> **What you need to do**:
The reply must consist of one number: how many lines of the data include the word "Industrial".

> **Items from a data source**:
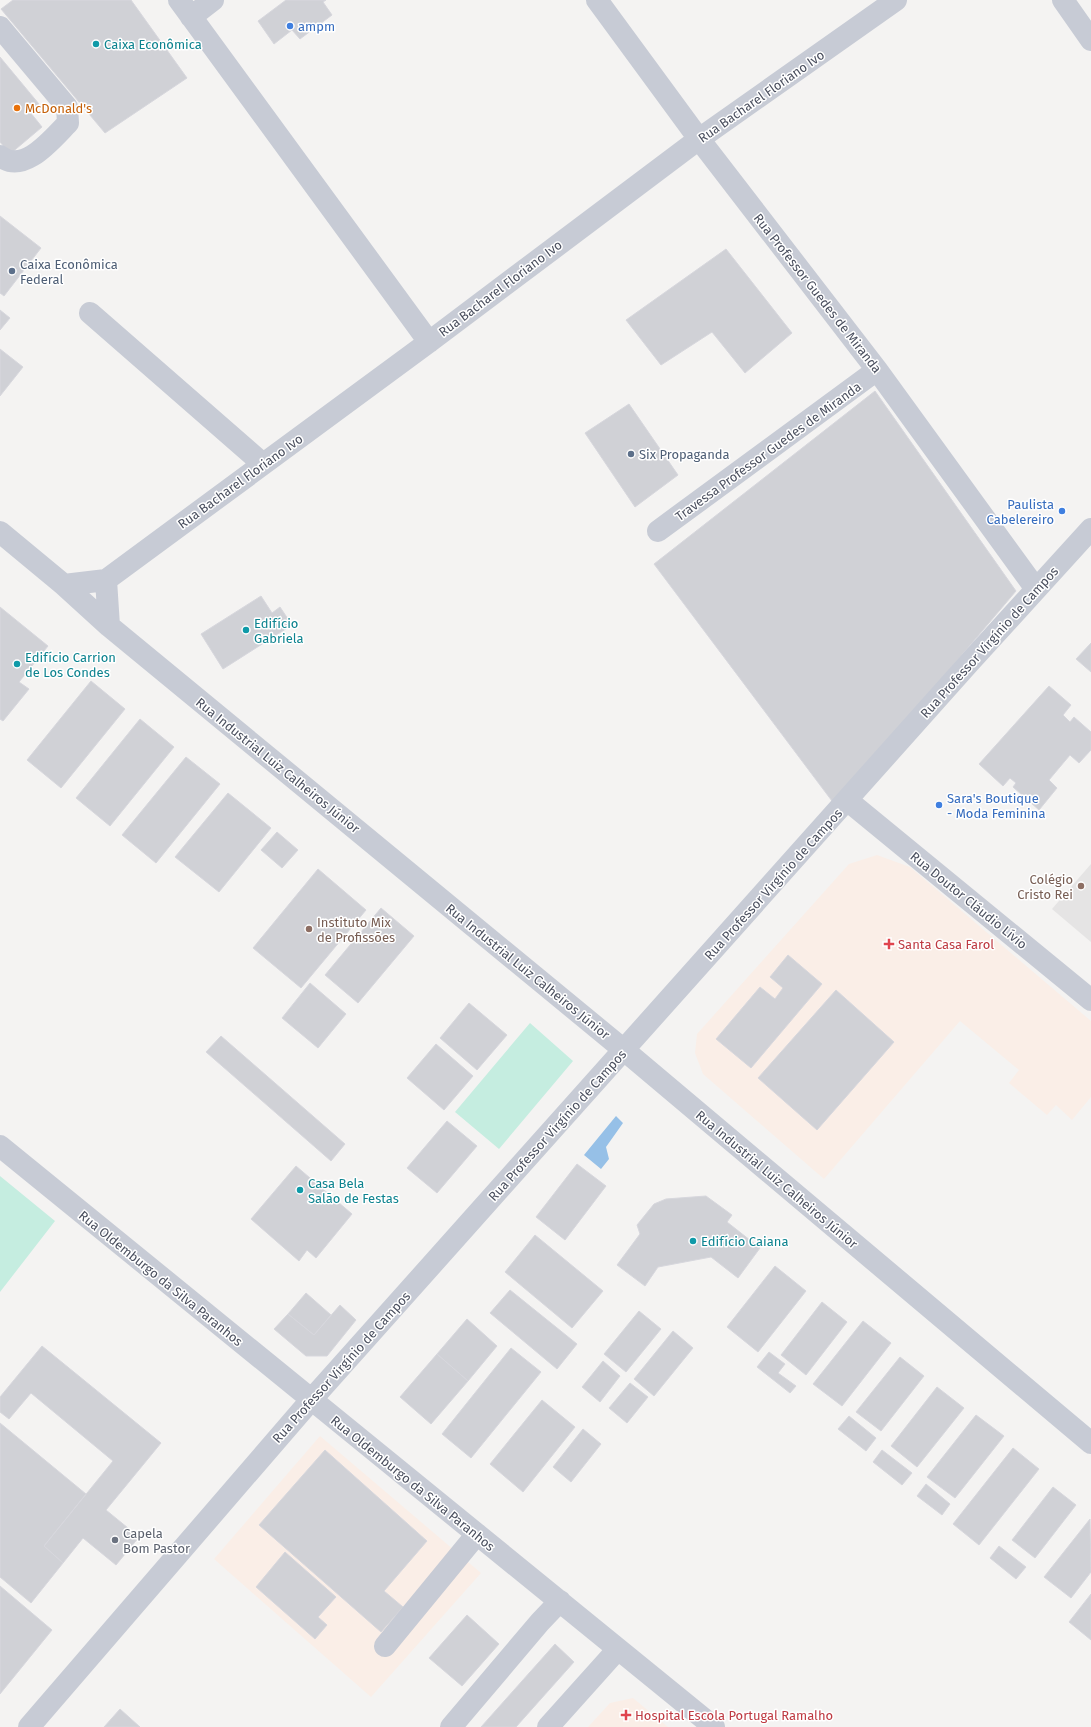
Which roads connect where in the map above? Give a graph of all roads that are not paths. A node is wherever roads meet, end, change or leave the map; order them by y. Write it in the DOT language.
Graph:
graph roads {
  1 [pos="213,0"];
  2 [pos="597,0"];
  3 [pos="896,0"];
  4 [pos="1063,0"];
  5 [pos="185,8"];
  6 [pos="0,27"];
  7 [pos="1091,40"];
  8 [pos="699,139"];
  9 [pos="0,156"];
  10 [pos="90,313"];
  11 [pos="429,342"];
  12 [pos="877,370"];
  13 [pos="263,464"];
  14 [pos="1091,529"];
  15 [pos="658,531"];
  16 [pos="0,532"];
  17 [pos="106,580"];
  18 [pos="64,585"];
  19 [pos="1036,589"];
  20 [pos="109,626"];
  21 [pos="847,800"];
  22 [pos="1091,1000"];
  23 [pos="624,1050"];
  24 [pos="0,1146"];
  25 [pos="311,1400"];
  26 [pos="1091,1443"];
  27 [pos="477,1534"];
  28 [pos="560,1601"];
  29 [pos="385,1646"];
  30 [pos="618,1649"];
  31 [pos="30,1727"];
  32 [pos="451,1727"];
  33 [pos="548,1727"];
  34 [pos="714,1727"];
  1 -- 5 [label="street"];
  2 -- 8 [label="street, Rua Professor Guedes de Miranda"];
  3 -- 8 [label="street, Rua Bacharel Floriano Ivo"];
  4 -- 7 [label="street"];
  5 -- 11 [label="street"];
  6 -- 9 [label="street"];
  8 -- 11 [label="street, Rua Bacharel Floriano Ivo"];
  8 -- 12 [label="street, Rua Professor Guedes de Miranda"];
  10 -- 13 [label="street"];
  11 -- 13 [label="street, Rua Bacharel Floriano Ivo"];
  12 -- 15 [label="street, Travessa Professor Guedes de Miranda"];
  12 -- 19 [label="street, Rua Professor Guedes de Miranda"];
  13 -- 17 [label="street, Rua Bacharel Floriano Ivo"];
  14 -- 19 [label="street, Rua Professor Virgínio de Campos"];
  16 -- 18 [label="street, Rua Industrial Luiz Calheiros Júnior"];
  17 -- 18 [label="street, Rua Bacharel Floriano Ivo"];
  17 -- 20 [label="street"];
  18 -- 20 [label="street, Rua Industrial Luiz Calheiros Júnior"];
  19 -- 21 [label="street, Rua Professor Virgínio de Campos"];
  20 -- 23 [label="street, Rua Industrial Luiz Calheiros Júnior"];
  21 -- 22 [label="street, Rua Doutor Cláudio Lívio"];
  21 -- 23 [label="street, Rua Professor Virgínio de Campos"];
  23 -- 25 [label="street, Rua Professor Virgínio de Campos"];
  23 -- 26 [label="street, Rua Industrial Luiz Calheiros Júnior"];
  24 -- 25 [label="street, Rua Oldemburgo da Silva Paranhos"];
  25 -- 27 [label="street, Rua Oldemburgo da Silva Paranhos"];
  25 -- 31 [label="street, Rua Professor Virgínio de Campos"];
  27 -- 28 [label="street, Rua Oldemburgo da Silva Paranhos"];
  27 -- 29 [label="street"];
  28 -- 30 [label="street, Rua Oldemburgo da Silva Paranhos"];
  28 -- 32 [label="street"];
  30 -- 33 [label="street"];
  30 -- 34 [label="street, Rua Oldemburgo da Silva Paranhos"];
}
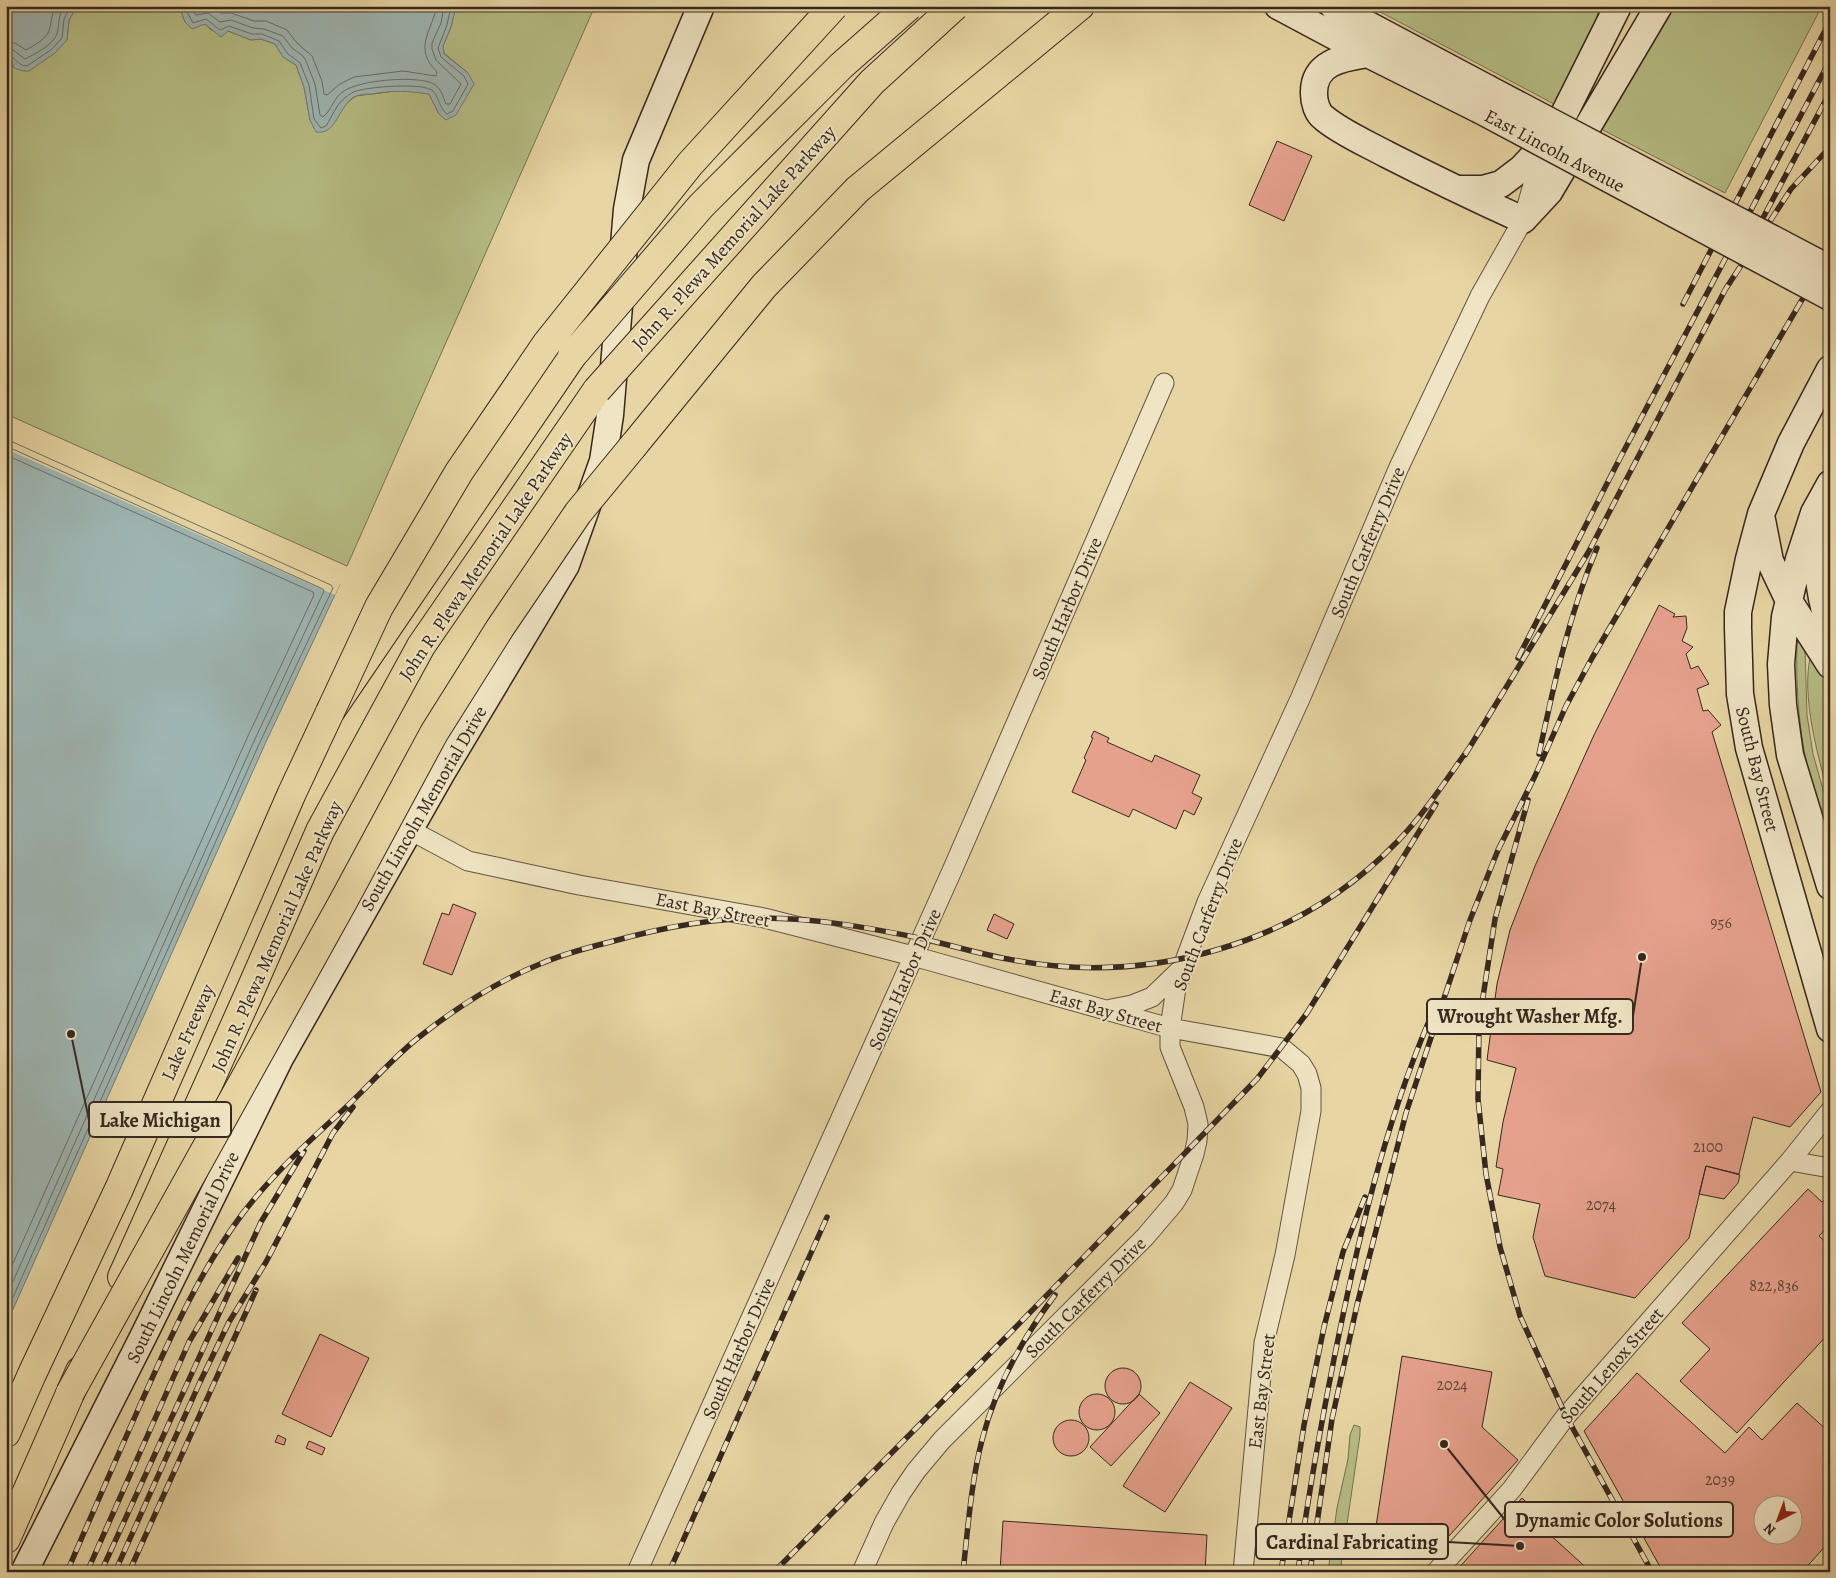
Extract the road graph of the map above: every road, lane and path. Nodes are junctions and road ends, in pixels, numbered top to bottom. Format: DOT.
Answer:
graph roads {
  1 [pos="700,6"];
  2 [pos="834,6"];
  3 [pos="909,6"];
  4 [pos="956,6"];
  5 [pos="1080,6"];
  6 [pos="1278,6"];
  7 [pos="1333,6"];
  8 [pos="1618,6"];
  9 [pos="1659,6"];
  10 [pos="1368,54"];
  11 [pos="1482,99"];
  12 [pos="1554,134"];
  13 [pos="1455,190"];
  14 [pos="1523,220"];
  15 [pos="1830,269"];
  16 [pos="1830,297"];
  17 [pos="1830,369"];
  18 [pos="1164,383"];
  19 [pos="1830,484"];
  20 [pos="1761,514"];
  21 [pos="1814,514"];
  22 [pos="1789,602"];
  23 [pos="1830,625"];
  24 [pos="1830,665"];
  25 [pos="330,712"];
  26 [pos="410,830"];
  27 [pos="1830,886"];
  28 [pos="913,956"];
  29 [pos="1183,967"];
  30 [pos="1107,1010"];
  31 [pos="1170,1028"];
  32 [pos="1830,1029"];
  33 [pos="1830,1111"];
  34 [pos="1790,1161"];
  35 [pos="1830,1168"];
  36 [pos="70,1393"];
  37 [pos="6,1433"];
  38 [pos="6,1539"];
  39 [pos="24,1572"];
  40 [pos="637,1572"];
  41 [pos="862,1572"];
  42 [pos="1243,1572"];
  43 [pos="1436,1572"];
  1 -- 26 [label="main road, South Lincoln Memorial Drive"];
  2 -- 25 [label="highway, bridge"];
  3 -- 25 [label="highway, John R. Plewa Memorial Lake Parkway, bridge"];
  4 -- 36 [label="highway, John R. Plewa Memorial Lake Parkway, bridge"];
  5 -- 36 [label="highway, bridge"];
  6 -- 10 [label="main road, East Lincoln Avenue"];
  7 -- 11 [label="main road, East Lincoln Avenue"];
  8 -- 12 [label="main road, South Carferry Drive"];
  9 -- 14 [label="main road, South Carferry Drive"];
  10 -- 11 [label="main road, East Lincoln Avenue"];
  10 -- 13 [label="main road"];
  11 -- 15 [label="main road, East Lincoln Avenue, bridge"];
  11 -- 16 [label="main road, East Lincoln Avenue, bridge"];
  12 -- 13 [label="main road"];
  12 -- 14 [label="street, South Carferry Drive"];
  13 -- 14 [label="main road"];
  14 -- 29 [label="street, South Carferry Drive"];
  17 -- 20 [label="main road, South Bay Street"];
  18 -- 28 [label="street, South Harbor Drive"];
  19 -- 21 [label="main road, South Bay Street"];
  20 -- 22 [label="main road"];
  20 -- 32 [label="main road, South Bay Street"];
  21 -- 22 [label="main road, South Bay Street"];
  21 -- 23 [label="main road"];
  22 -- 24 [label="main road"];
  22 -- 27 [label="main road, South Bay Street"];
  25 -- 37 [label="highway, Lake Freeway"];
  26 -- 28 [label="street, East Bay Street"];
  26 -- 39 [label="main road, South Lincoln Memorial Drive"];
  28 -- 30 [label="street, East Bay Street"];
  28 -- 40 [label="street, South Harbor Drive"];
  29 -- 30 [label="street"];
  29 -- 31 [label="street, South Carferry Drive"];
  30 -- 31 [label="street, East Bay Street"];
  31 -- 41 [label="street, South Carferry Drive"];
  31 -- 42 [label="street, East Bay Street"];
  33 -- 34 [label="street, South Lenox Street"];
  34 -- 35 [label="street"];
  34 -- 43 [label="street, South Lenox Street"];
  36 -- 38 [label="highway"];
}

> **Answer section**:
4